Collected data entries
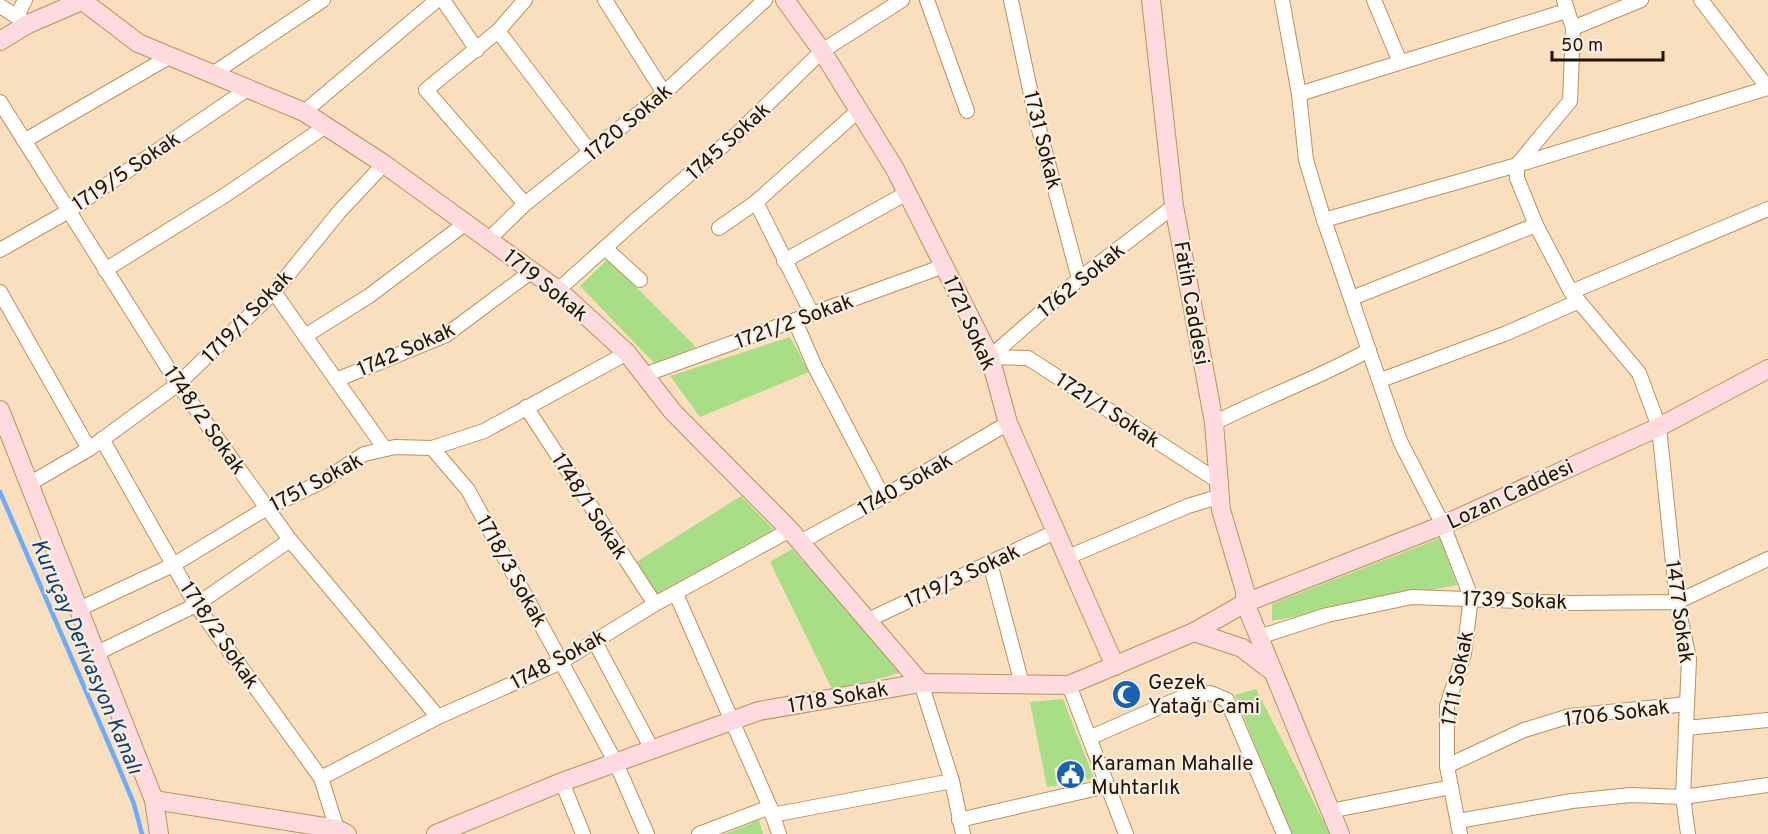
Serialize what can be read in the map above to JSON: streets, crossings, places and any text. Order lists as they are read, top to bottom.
{
  "streets": {
    "main road": [
      "1719 Sokak",
      "Fatih Caddesi",
      "1721 Sokak",
      "Lozan Caddesi",
      "1718 Sokak"
    ],
    "street": [
      "1720 Sokak",
      "1731 Sokak",
      "1745 Sokak",
      "1719/5 Sokak",
      "1762 Sokak",
      "1719/1 Sokak",
      "1721/2 Sokak",
      "1742 Sokak",
      "1721/1 Sokak",
      "1748/2 Sokak",
      "1751 Sokak",
      "1740 Sokak",
      "1748/1 Sokak",
      "1718/3 Sokak",
      "1719/3 Sokak",
      "1739 Sokak",
      "1477 Sokak",
      "1718/2 Sokak",
      "1748 Sokak",
      "1711 Sokak",
      "1706 Sokak"
    ]
  },
  "crossings": [
    ["1720 Sokak", "1719 Sokak"],
    ["1731 Sokak", "1762 Sokak"],
    ["1745 Sokak", "1719 Sokak"],
    ["1745 Sokak", "1721 Sokak"],
    ["1719/5 Sokak", "1719 Sokak"],
    ["1719/5 Sokak", "1748/2 Sokak"],
    ["1762 Sokak", "Fatih Caddesi"],
    ["1762 Sokak", "1721 Sokak"],
    ["1762 Sokak", "1721/1 Sokak"],
    ["1719 Sokak", "1719/1 Sokak"],
    ["1719 Sokak", "1721/2 Sokak"],
    ["1719 Sokak", "1742 Sokak"],
    ["1719 Sokak", "1751 Sokak"],
    ["1719 Sokak", "1740 Sokak"],
    ["1719 Sokak", "1719/3 Sokak"],
    ["1719 Sokak", "1748 Sokak"],
    ["1719 Sokak", "1718 Sokak"],
    ["Fatih Caddesi", "1721/1 Sokak"],
    ["Fatih Caddesi", "Lozan Caddesi"],
    ["Fatih Caddesi", "1739 Sokak"],
    ["Fatih Caddesi", "1718 Sokak"],
    ["1719/1 Sokak", "1748/2 Sokak"],
    ["1719/1 Sokak", "1718/2 Sokak"],
    ["1721/2 Sokak", "1721 Sokak"],
    ["1721 Sokak", "1721/1 Sokak"],
    ["1721 Sokak", "1740 Sokak"],
    ["1721 Sokak", "1719/3 Sokak"],
    ["1721 Sokak", "1718 Sokak"],
    ["1748/2 Sokak", "1751 Sokak"],
    ["1748/2 Sokak", "1748 Sokak"],
    ["1751 Sokak", "1748/1 Sokak"],
    ["1751 Sokak", "1718/3 Sokak"],
    ["1751 Sokak", "1718/2 Sokak"],
    ["1740 Sokak", "1748 Sokak"],
    ["Lozan Caddesi", "1477 Sokak"],
    ["Lozan Caddesi", "1711 Sokak"],
    ["Lozan Caddesi", "1718 Sokak"],
    ["1748/1 Sokak", "1748 Sokak"],
    ["1718/3 Sokak", "1748 Sokak"],
    ["1718/3 Sokak", "1718 Sokak"],
    ["1739 Sokak", "1477 Sokak"],
    ["1739 Sokak", "1711 Sokak"],
    ["1477 Sokak", "1706 Sokak"],
    ["1718/2 Sokak", "1748 Sokak"],
    ["1711 Sokak", "1706 Sokak"]
  ],
  "water": ["Kuruçay Derivasyon Kanalı"],
  "places": {
    "mosque": ["Gezek Yatağı Cami"],
    "public building": ["Karaman Mahalle Muhtarlık"]
  },
  "scale_bar": "50 m"
}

* _Work order_
Above are the records; repeat them all exactly, without the pictures.

* _Task output_
Serialize what can be read in the map above to JSON: streets, crossings, places and any text. Order lists as they are read, top to bottom.
{
  "streets": {
    "main road": [
      "1719 Sokak",
      "Fatih Caddesi",
      "1721 Sokak",
      "Lozan Caddesi",
      "1718 Sokak"
    ],
    "street": [
      "1720 Sokak",
      "1731 Sokak",
      "1745 Sokak",
      "1719/5 Sokak",
      "1762 Sokak",
      "1719/1 Sokak",
      "1721/2 Sokak",
      "1742 Sokak",
      "1721/1 Sokak",
      "1748/2 Sokak",
      "1751 Sokak",
      "1740 Sokak",
      "1748/1 Sokak",
      "1718/3 Sokak",
      "1719/3 Sokak",
      "1739 Sokak",
      "1477 Sokak",
      "1718/2 Sokak",
      "1748 Sokak",
      "1711 Sokak",
      "1706 Sokak"
    ]
  },
  "crossings": [
    ["1720 Sokak", "1719 Sokak"],
    ["1731 Sokak", "1762 Sokak"],
    ["1745 Sokak", "1719 Sokak"],
    ["1745 Sokak", "1721 Sokak"],
    ["1719/5 Sokak", "1719 Sokak"],
    ["1719/5 Sokak", "1748/2 Sokak"],
    ["1762 Sokak", "Fatih Caddesi"],
    ["1762 Sokak", "1721 Sokak"],
    ["1762 Sokak", "1721/1 Sokak"],
    ["1719 Sokak", "1719/1 Sokak"],
    ["1719 Sokak", "1721/2 Sokak"],
    ["1719 Sokak", "1742 Sokak"],
    ["1719 Sokak", "1751 Sokak"],
    ["1719 Sokak", "1740 Sokak"],
    ["1719 Sokak", "1719/3 Sokak"],
    ["1719 Sokak", "1748 Sokak"],
    ["1719 Sokak", "1718 Sokak"],
    ["Fatih Caddesi", "1721/1 Sokak"],
    ["Fatih Caddesi", "Lozan Caddesi"],
    ["Fatih Caddesi", "1739 Sokak"],
    ["Fatih Caddesi", "1718 Sokak"],
    ["1719/1 Sokak", "1748/2 Sokak"],
    ["1719/1 Sokak", "1718/2 Sokak"],
    ["1721/2 Sokak", "1721 Sokak"],
    ["1721 Sokak", "1721/1 Sokak"],
    ["1721 Sokak", "1740 Sokak"],
    ["1721 Sokak", "1719/3 Sokak"],
    ["1721 Sokak", "1718 Sokak"],
    ["1748/2 Sokak", "1751 Sokak"],
    ["1748/2 Sokak", "1748 Sokak"],
    ["1751 Sokak", "1748/1 Sokak"],
    ["1751 Sokak", "1718/3 Sokak"],
    ["1751 Sokak", "1718/2 Sokak"],
    ["1740 Sokak", "1748 Sokak"],
    ["Lozan Caddesi", "1477 Sokak"],
    ["Lozan Caddesi", "1711 Sokak"],
    ["Lozan Caddesi", "1718 Sokak"],
    ["1748/1 Sokak", "1748 Sokak"],
    ["1718/3 Sokak", "1748 Sokak"],
    ["1718/3 Sokak", "1718 Sokak"],
    ["1739 Sokak", "1477 Sokak"],
    ["1739 Sokak", "1711 Sokak"],
    ["1477 Sokak", "1706 Sokak"],
    ["1718/2 Sokak", "1748 Sokak"],
    ["1711 Sokak", "1706 Sokak"]
  ],
  "water": ["Kuruçay Derivasyon Kanalı"],
  "places": {
    "mosque": ["Gezek Yatağı Cami"],
    "public building": ["Karaman Mahalle Muhtarlık"]
  },
  "scale_bar": "50 m"
}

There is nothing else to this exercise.